Time was when Nigeria was the second largest producer of cocoa. As the years rolled by, farmers rendered effete by reason of old age reduced replanting of new cocoa trees, and production fell drastically.  The rapid production decline was signalled by the disbandment of marketing boards. Today, Nigeria occupies the seventh position in cocoa production, even with the availability of new hybrid Cocoa that can start fruiting from 18 months instead of the erstwhile four years. In effect, for Nigeria to increase production capacity, it must embrace modern large-scale farming with improved disease resistant, high-yielding hybrid cocoa.

According to the Food and Agriculture Organisation, Nigeria is one of the least mechanised-farming countries in the world. A shocked Minister of Agriculture, Chief Audu Ogbeh, discovered, recently, that the estimated total number of tractors in the country was about 35,000; over 50 per cent of which had broken down owing to the nature of the farmlands, lack of sustainable products’ sales services and poor maintenance culture.

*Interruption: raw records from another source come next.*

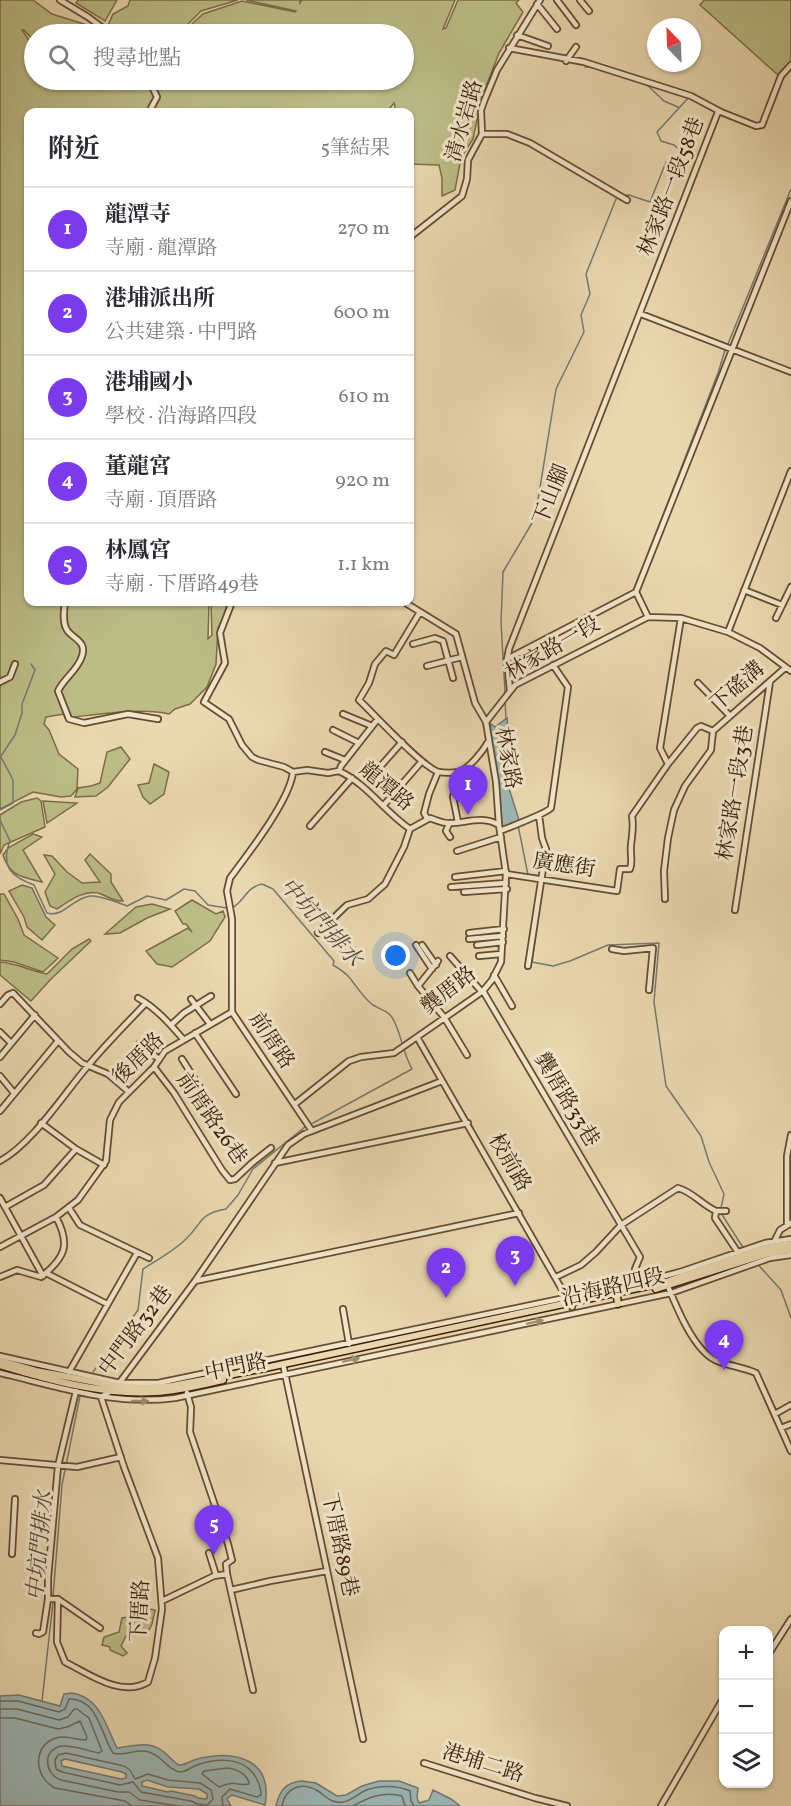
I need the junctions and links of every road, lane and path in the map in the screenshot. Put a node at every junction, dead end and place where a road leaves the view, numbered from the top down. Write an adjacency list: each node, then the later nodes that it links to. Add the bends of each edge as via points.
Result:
1 (60, 0): 6 (street)
2 (557, 0): 7 (street)
3 (580, 0): 5 (street)
4 (538, 2): 8 (street); 9 (street, 清水岩路)
5 (589, 12)
6 (97, 24)
7 (576, 25)
8 (557, 29)
9 (517, 35): 10 (street); 12 (street, 清水岩路)
10 (548, 46)
11 (576, 47): 13 (street)
12 (509, 48): 13 (street); 18 (street, 清水岩路, via 481,110)
13 (566, 61): 17 (street, via 584,62 691,96)
14 (791, 65): 17 (street, 林家路一段58巷, via 781,76 762,125)
15 (154, 90): 16 (street, via 157,97)
16 (151, 108)
17 (721, 111): 22 (street, 林家路一段58巷, via 700,156)
18 (482, 134): 19 (street, via 507,134 530,143); 21 (street, 清水岩路, via 468,160 462,196)
19 (627, 200)
20 (791, 201): 23 (street)
21 (414, 234)
22 (641, 314): 23 (street); 40 (street, 下山腳)
23 (733, 348): 24 (street); 28 (street)
24 (791, 372)
25 (791, 471): 27 (street)
26 (791, 586): 29 (street)
27 (744, 590): 29 (street); 37 (street)
28 (636, 592): 34 (street); 40 (street)
29 (782, 604): 36 (street)
30 (64, 606): 53 (street, via 64,625 82,643 83,652 58,691 69,720 84,723 128,714)
31 (230, 606): 68 (street, 龍潭路, via 220,633 225,663 204,702 229,719 252,757)
32 (410, 606): 33 (street, 林家路)
33 (420, 612): 39 (street, 林家路, via 456,634); 54 (street, via 394,655 386,651 378,659 359,700)
34 (648, 617): 35 (street); 43 (street, 林家路一段)
35 (681, 618): 37 (street); 65 (street, via 660,748)
36 (776, 618)
37 (728, 632): 45 (street)
38 (413, 644): 41 (street, via 440,639)
39 (462, 657): 41 (street); 55 (street, 林家路, via 475,704)
40 (507, 659): 50 (street, 下山腳)
41 (448, 661): 44 (street); 46 (street)
42 (15, 664): 47 (street, via 10,677)
43 (553, 665): 50 (street, 林家路一段); 73 (street, via 568,687 551,808)
44 (427, 666)
45 (789, 669): 48 (street, 下磘溝)
46 (453, 678)
47 (0, 682)
48 (770, 682): 52 (street, 下磘溝); 89 (street, 林家路一段3巷)
49 (698, 683): 52 (street)
50 (510, 691): 55 (street, 林家路一段)
51 (344, 714): 56 (street)
52 (730, 716): 58 (street, 下磘溝)
53 (158, 719)
54 (377, 720): 56 (street); 59 (street)
55 (486, 722): 60 (street, 林家路)
56 (372, 726): 61 (street)
57 (333, 730): 61 (street)
58 (713, 731): 65 (street, via 697,728); 88 (street, via 711,750 685,786 674,810 664,871)
59 (402, 742): 64 (street); 66 (street)
60 (489, 742): 70 (street); 79 (street, 林家路)
61 (359, 743): 63 (street)
62 (325, 752): 63 (street)
63 (345, 760): 67 (street)
64 (422, 761): 69 (street); 72 (street)
65 (668, 764): 84 (street, 廣應街, via 632,816 633,862 630,869 620,869 617,891)
66 (379, 768)
67 (339, 771): 68 (street, 龍潭路); 71 (street, 龍潭路)
68 (293, 772): 116 (street, 前厝路, via 276,812 230,878 227,891 233,951)
69 (438, 772): 70 (street); 74 (street, via 426,803)
70 (460, 772): 75 (street, via 453,797)
71 (352, 778): 72 (street, 龍潭路); 77 (street)
72 (383, 806): 78 (street, 龍潭路)
73 (539, 815): 79 (street); 84 (street, via 546,849)
74 (427, 818): 76 (street, 龍潭路); 78 (street, 龍潭路)
75 (458, 822): 76 (street, 龍潭路); 79 (street, 龍潭路, via 492,821)
76 (449, 824): 80 (street, via 446,831)
77 (310, 826)
78 (410, 829): 92 (street, via 385,884 368,899 347,905)
79 (500, 831): 81 (street); 82 (street, 林家路)
80 (450, 837)
81 (457, 850)
82 (506, 872): 83 (street, 廣應街); 84 (street, 廣應街); 85 (street, 林家路)
83 (455, 877)
84 (542, 878): 103 (street)
85 (507, 886): 86 (street); 87 (street); 90 (street, 林家路)
86 (451, 887)
87 (464, 892)
88 (665, 899)
89 (735, 910)
90 (505, 917): 91 (street, 龔厝路)
91 (504, 929): 93 (street, 龔厝路); 93 (street, via 469,936)
92 (318, 933)
93 (503, 936): 94 (street, 龔厝路)
94 (502, 942): 97 (street); 99 (street, 龔厝路)
95 (416, 945): 102 (street)
96 (422, 945): 102 (street)
97 (477, 945)
98 (612, 948): 107 (street, via 653,948)
99 (501, 954): 101 (street); 105 (street, 龔厝路)
100 (450, 956): 108 (street, 龔厝路33巷)
101 (479, 956)
102 (435, 965): 106 (street)
103 (528, 966)
104 (410, 973): 106 (street)
105 (494, 975): 108 (street, 龔厝路); 115 (street)
106 (418, 986): 118 (street)
107 (649, 990)
108 (483, 991): 118 (street, 龔厝路); 159 (street, 龔厝路33巷)
109 (211, 996): 114 (street)
110 (138, 998): 112 (street)
111 (191, 999): 114 (street)
112 (146, 1003): 120 (street); 132 (street)
113 (0, 1004): 117 (street, via 13,993)
114 (197, 1005): 119 (street); 120 (street)
115 (512, 1006)
116 (232, 1012): 119 (street, 後厝路); 140 (street, 前厝路)
117 (35, 1015): 125 (street); 126 (street)
118 (444, 1017): 123 (street, 龔厝路); 128 (street)
119 (210, 1024): 122 (street, 後厝路)
120 (171, 1025): 124 (street)
121 (0, 1032): 126 (street)
122 (195, 1033): 124 (street, 後厝路); 138 (street)
123 (417, 1037): 135 (street, 校前路); 140 (street, 龔厝路, via 390,1054 349,1061)
124 (183, 1039): 130 (street, 後厝路)
125 (58, 1041): 132 (street); 137 (street)
126 (11, 1043): 129 (street)
127 (138, 1044): 130 (street)
128 (467, 1055)
129 (0, 1057)
130 (159, 1059): 133 (street, 後厝路)
131 (182, 1059): 139 (street)
132 (89, 1065): 136 (street, via 108,1074); 142 (street)
133 (154, 1067): 136 (street, 後厝路); 146 (street, 前厝路26巷, via 230,1180)
134 (0, 1076): 137 (street)
135 (442, 1081): 143 (street, 校前路); 144 (street)
136 (129, 1092): 150 (street, 後厝路, via 110,1120)
137 (14, 1093): 141 (street)
138 (236, 1094)
139 (206, 1097)
140 (295, 1104): 144 (street, 前厝路)
141 (0, 1111)
142 (41, 1123): 147 (street); 148 (street)
143 (468, 1123): 149 (street); 156 (street, 校前路)
144 (312, 1131): 149 (street, via 288,1145)
145 (791, 1135): 158 (street, via 787,1156)
146 (271, 1148)
147 (76, 1149): 150 (street); 152 (street, via 44,1185)
148 (0, 1161)
149 (276, 1163): 173 (street)
150 (104, 1165): 153 (street)
151 (0, 1198): 152 (street)
152 (5, 1207): 160 (street)
153 (69, 1208): 157 (street); 166 (street, via 80,1225)
154 (716, 1211): 155 (street); 159 (street, via 678,1188); 169 (street, via 715,1218)
155 (725, 1211)
156 (519, 1213): 172 (street, 校前路); 173 (street)
157 (56, 1217): 160 (street); 170 (street, via 65,1233 64,1251)
158 (789, 1224): 164 (street, via 780,1230)
159 (621, 1225): 172 (street, via 581,1265); 174 (street, 龔厝路33巷, via 640,1257 635,1269)
160 (21, 1236): 163 (street); 170 (street)
161 (791, 1239): 164 (street, 沿海路四段)
162 (791, 1244): 164 (main road, 沿海路四段)
163 (0, 1247)
164 (775, 1248): 165 (main road, 沿海路四段); 167 (street, 沿海路四段); 169 (main road); 169 (street, 沿海路四段)
165 (791, 1250)
166 (137, 1253): 168 (street); 178 (street)
167 (791, 1255)
168 (149, 1258)
169 (748, 1258): 175 (main road, 沿海路四段); 175 (street, 沿海路四段)
170 (44, 1274): 171 (street, via 40,1277 17,1270); 178 (street)
171 (0, 1276)
172 (556, 1277): 177 (street, 校前路)
173 (195, 1281): 191 (street, 中門路32巷)
174 (638, 1283): 175 (street, 沿海路四段); 177 (street, 沿海路四段)
175 (667, 1284): 176 (main road, 沿海路四段); 177 (main road, 沿海路四段); 195 (street, via 697,1342 716,1360 756,1373)
176 (618, 1301): 177 (main road, 沿海路四段); 180 (street, 沿海路四段, one-way to 176)
177 (570, 1303): 180 (main road, 沿海路四段); 180 (street, 沿海路四段)
178 (107, 1304): 189 (street)
179 (343, 1309): 182 (street)
180 (476, 1326): 181 (main road, 中門路)
181 (450, 1331): 182 (street, 中門路); 184 (main road, 中門路)
182 (349, 1344): 184 (street, 中門路)
183 (0, 1356): 189 (street, 中門路)
184 (332, 1356): 187 (main road, 中門路)
185 (0, 1360): 189 (main road, 中門路)
186 (0, 1365): 191 (main road, 中門路, via 37,1376)
187 (284, 1366): 190 (main road, 中門路); 205 (street, 下厝路89巷)
188 (0, 1373): 192 (street, 中門路)
189 (67, 1374): 191 (main road, 中門路)
190 (185, 1386): 191 (street, 中門路); 191 (main road, 中門路, via 158,1392); 193 (street, 中門路, one-way to 190, via 144,1401); 206 (street, via 191,1407 190,1432 232,1558 226,1564)
191 (116, 1387): 193 (street, 中門路32巷)
192 (76, 1391): 193 (street, 中門路); 201 (street)
193 (101, 1396): 199 (street, 下厝路)
194 (791, 1405): 195 (street)
195 (775, 1414): 197 (street)
196 (791, 1424): 197 (street)
197 (781, 1428): 198 (street)
198 (791, 1451)
199 (121, 1457): 201 (street, via 80,1467); 211 (street, 下厝路, via 157,1553)
200 (0, 1460): 201 (street)
201 (59, 1466): 209 (street)
202 (15, 1499): 204 (street)
203 (208, 1553): 207 (street)
204 (12, 1554)
205 (327, 1571): 208 (street); 218 (street, 下厝路89巷)
206 (227, 1574): 207 (street); 208 (street)
207 (216, 1575): 211 (street)
208 (231, 1590): 216 (street)
209 (48, 1599): 210 (street); 214 (street, via 43,1632)
210 (57, 1599): 211 (street, 下厝路, via 57,1642 63,1660 112,1686 131,1687 149,1680); 213 (street)
211 (162, 1601)
212 (791, 1619): 215 (street)
213 (100, 1628)
214 (36, 1633)
215 (773, 1647)
216 (253, 1690)
217 (719, 1704): 221 (street)
218 (363, 1739)
219 (424, 1763): 220 (street, 港埔二路)
220 (567, 1806)
221 (661, 1806)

Agricultural experts agree that the low level of mechanisation limits the ability of farmers to expand cultivation areas that would have increased food production to reduce hunger and poverty among Nigerians. Data from the United Nations’ Food and Agriculture Organisation also showed that Nigeria is ranked 132, out of 188 countries, on per capita basis, worldwide, in terms of the number of tractors in the country. They observed that Nigeria had a record deficit of more than one million tractors, going by the country’s farming population and size of arable land as well as global standards.

Small-holder farming, using hoes and cutlasses, cannot increase agricultural production in the quantum needed to substantially lift up agricultural production in the country. It will put more hands in agriculture but does not guarantee large-scale farming in the way that will benefit Nigeria. It does not in any way help in catapulting it to a global player in grains and other agricultural items’ production.  The country should embrace large-scale farming as it is done in the US, Brazil and the other advanced world, as the 10 per cent of the country’s population involved in large-scale mechanised farming lacks the capacity to feed the whole country. These few large-scale farmers can also engage the current small-holder farmers in their outgrower farms and buy back their agricultural proceeds at guaranteed prices. Other countries that have become global players in food production have traversed this route; Nigeria’s case cannot be different. That is what the country needs and it is the way to go at this point in time, to achieve accelerated agricultural production.

Going forward, the government must embark on a strategic agricultural production plan to increase the quantum of food production for the local market and for exports. In doing this, targets must be set against the unflinching will to mechanise agriculture in Nigeria.